• [Work to be completed]: Throughout the listing below, copy each line containing "bridge".

=====

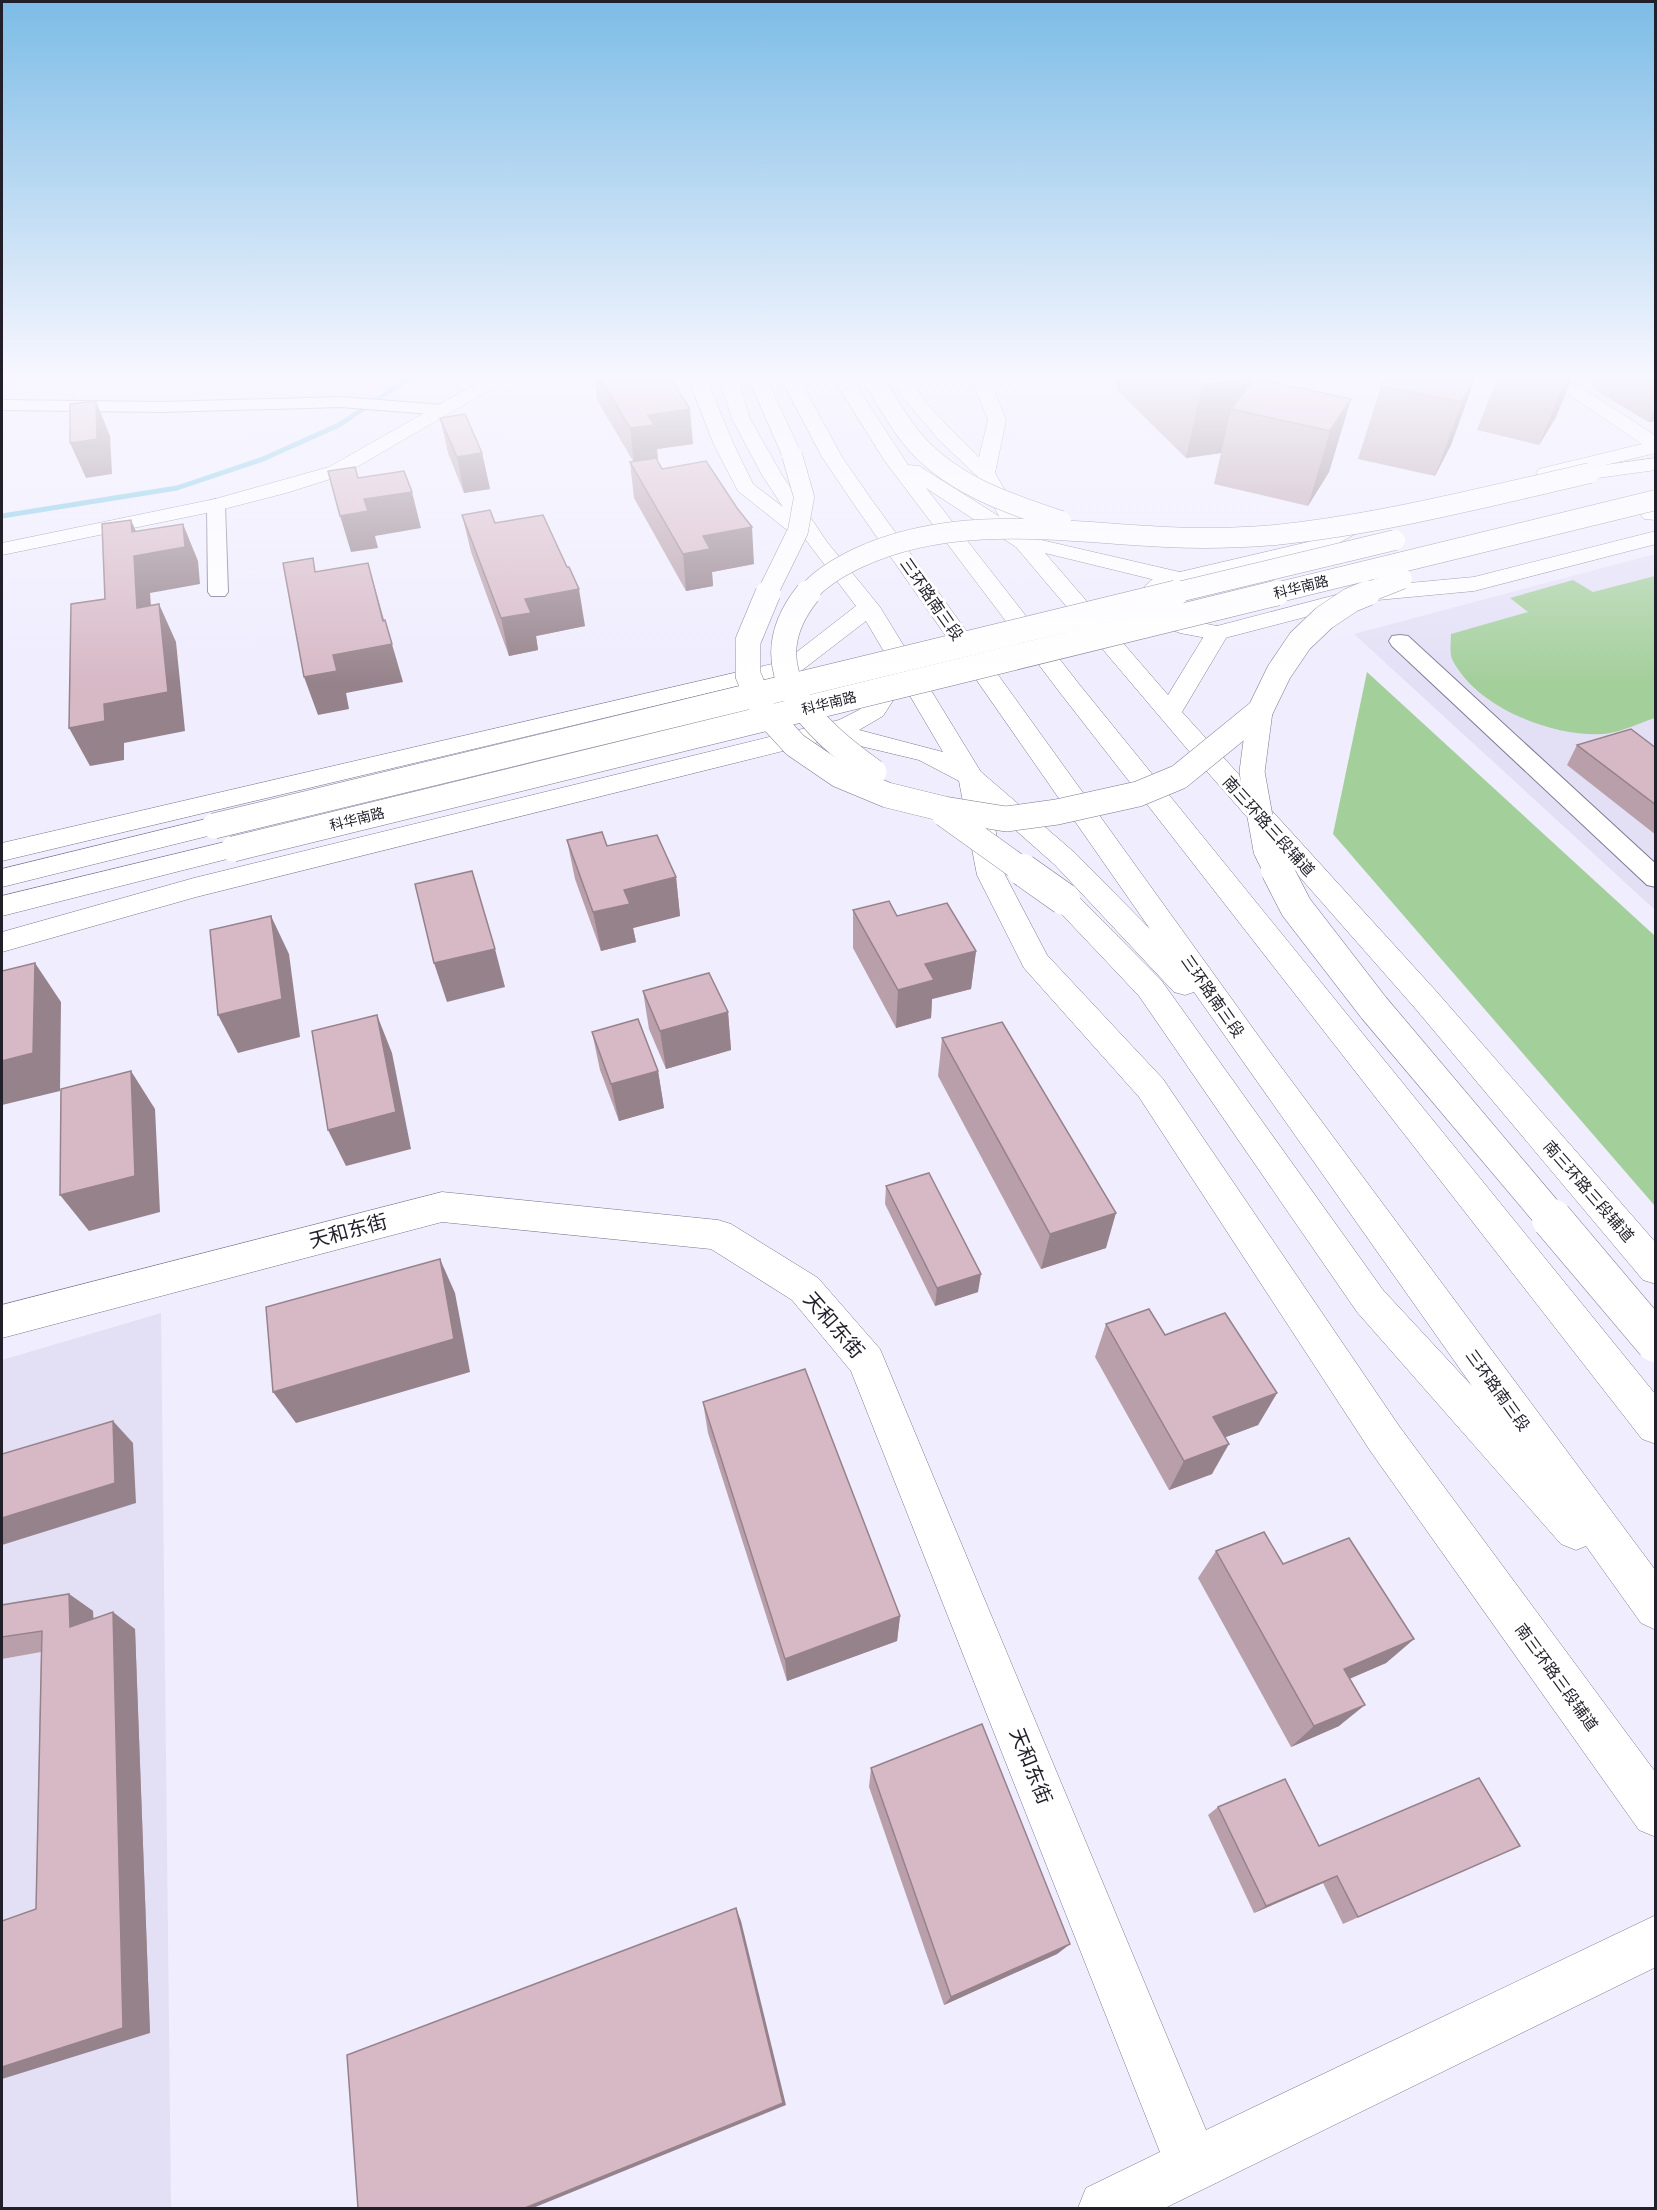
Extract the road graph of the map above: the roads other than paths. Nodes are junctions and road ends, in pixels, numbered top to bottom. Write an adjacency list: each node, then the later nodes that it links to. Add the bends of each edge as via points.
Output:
1 (294, 476): 17 (main road, via 202,500)
2 (320, 476): 14 (main road)
3 (740, 476): 19 (main road, via 745,487)
4 (773, 476): 19 (main road)
5 (798, 476): 27 (main road, bridge, via 804,497 798,531 748,641 748,675 764,710 795,745 839,775 887,795 944,809 1006,819 1057,812 1138,794 1179,777)
6 (844, 476): 38 (main road, 三环路南三段)
7 (906, 476): 42 (main road, via 1070,689)
8 (922, 476): 18 (main road)
9 (954, 476): 16 (main road, bridge, via 980,492)
10 (987, 476): 18 (main road, 南三环路三段辅道)
11 (1530, 476): 21 (main road, via 1379,512 1315,547)
12 (1576, 476): 16 (main road, bridge, via 1392,518 1317,530 1231,537)
13 (1656, 477): 32 (main road, 科华南路, bridge)
14 (216, 505): 20 (main road); 22 (street)
15 (1654, 516): 24 (main road, via 1474,584 1366,594); 27 (main road, bridge, via 1434,568 1351,600 1324,618 1300,642 1278,672); 34 (main road, 科华南路, bridge)
16 (1091, 531): 44 (main road, bridge, via 1001,529 939,535 897,543 850,561 819,580 798,602 787,626 783,658 789,685 803,712 837,746 949,817 1064,899 1150,988 1371,1301)
17 (2, 535)
18 (1024, 542): 21 (main road); 28 (main road, 南三环路三段辅道)
19 (819, 546): 23 (main road)
20 (2, 549)
21 (1176, 578): 24 (main road, via 1153,591 1149,601 1156,613 1172,624)
22 (218, 592)
23 (869, 606): 26 (main road); 30 (main road)
24 (1217, 633): 28 (main road)
25 (1400, 641): 33 (street)
26 (793, 666): 29 (main road, via 831,662 856,668 874,678 884,696 876,711 862,721); 31 (main road)
27 (1260, 711): 41 (main road, bridge, via 1252,772 1266,850 1296,907 1374,1008)
28 (1169, 713): 39 (main road, 南三环路三段辅道, via 1425,999)
29 (831, 730): 30 (main road, via 928,754); 37 (main road, via 194,888)
30 (971, 777): 38 (main road, via 1065,859); 45 (main road, 南三环路三段辅道, via 991,875 1035,961 1151,1088 1385,1439)
31 (2, 852)
32 (2, 878)
33 (1656, 879)
34 (67, 890): 35 (main road, 科华南路); 36 (main road)
35 (2, 906)
36 (2, 914)
37 (2, 942)
38 (1259, 1061): 43 (main road, 三环路南三段)
39 (1656, 1269)
40 (2, 1322): 47 (main road, 天和东街, via 442,1207 718,1235 804,1289 866,1361)
41 (1656, 1342)
42 (1656, 1426)
43 (1656, 1608)
44 (1656, 1617)
45 (1656, 1813)
46 (1656, 1940): 47 (main road)
47 (1193, 2165): 48 (main road)
48 (1106, 2208)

=====

• [Response below]:
5 (798, 476): 27 (main road, bridge, via 804,497 798,531 748,641 748,675 764,710 795,745 839,775 887,795 944,809 1006,819 1057,812 1138,794 1179,777)
9 (954, 476): 16 (main road, bridge, via 980,492)
12 (1576, 476): 16 (main road, bridge, via 1392,518 1317,530 1231,537)
13 (1656, 477): 32 (main road, 科华南路, bridge)
15 (1654, 516): 24 (main road, via 1474,584 1366,594); 27 (main road, bridge, via 1434,568 1351,600 1324,618 1300,642 1278,672); 34 (main road, 科华南路, bridge)
16 (1091, 531): 44 (main road, bridge, via 1001,529 939,535 897,543 850,561 819,580 798,602 787,626 783,658 789,685 803,712 837,746 949,817 1064,899 1150,988 1371,1301)
27 (1260, 711): 41 (main road, bridge, via 1252,772 1266,850 1296,907 1374,1008)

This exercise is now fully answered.